* Exercise *
Retype all data exactly as given. Pictures should not be retyped.
======== Dataset entries ========
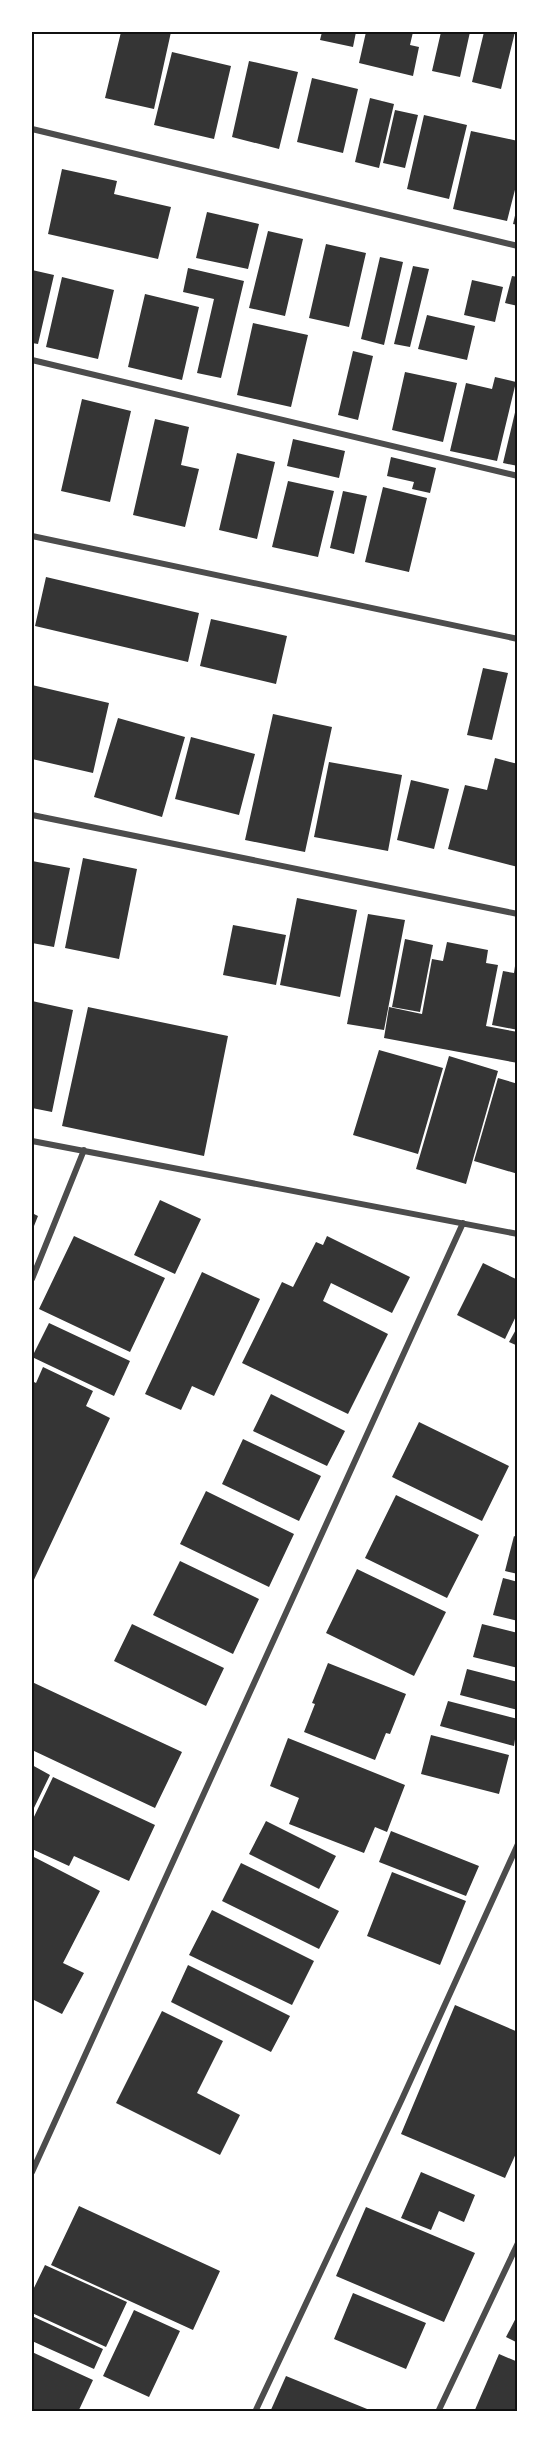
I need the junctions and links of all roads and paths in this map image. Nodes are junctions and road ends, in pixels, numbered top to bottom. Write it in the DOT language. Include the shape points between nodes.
graph roads {
  1 [pos="32,129"];
  2 [pos="518,246"];
  3 [pos="32,360"];
  4 [pos="518,476"];
  5 [pos="32,536"];
  6 [pos="518,639"];
  7 [pos="32,815"];
  8 [pos="518,914"];
  9 [pos="32,1141"];
  10 [pos="84,1150"];
  11 [pos="463,1223"];
  12 [pos="518,1234"];
  13 [pos="32,1279"];
  14 [pos="518,1844"];
  15 [pos="32,2172"];
  16 [pos="518,2243"];
  17 [pos="255,2412"];
  18 [pos="438,2412"];
  1 -- 2 [label="street"];
  3 -- 4 [label="street"];
  5 -- 6 [label="street"];
  7 -- 8 [label="street"];
  9 -- 10 [label="street"];
  10 -- 11 [label="street"];
  10 -- 13 [label="street"];
  11 -- 12 [label="street"];
  11 -- 15 [label="street"];
  14 -- 17 [label="street"];
  16 -- 18 [label="street"];
}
========
* Response for this exercise *
I need the junctions and links of all roads and paths in this map image. Nodes are junctions and road ends, in pixels, numbered top to bottom. Write it in the DOT language. Include the shape points between nodes.
graph roads {
  1 [pos="32,129"];
  2 [pos="518,246"];
  3 [pos="32,360"];
  4 [pos="518,476"];
  5 [pos="32,536"];
  6 [pos="518,639"];
  7 [pos="32,815"];
  8 [pos="518,914"];
  9 [pos="32,1141"];
  10 [pos="84,1150"];
  11 [pos="463,1223"];
  12 [pos="518,1234"];
  13 [pos="32,1279"];
  14 [pos="518,1844"];
  15 [pos="32,2172"];
  16 [pos="518,2243"];
  17 [pos="255,2412"];
  18 [pos="438,2412"];
  1 -- 2 [label="street"];
  3 -- 4 [label="street"];
  5 -- 6 [label="street"];
  7 -- 8 [label="street"];
  9 -- 10 [label="street"];
  10 -- 11 [label="street"];
  10 -- 13 [label="street"];
  11 -- 12 [label="street"];
  11 -- 15 [label="street"];
  14 -- 17 [label="street"];
  16 -- 18 [label="street"];
}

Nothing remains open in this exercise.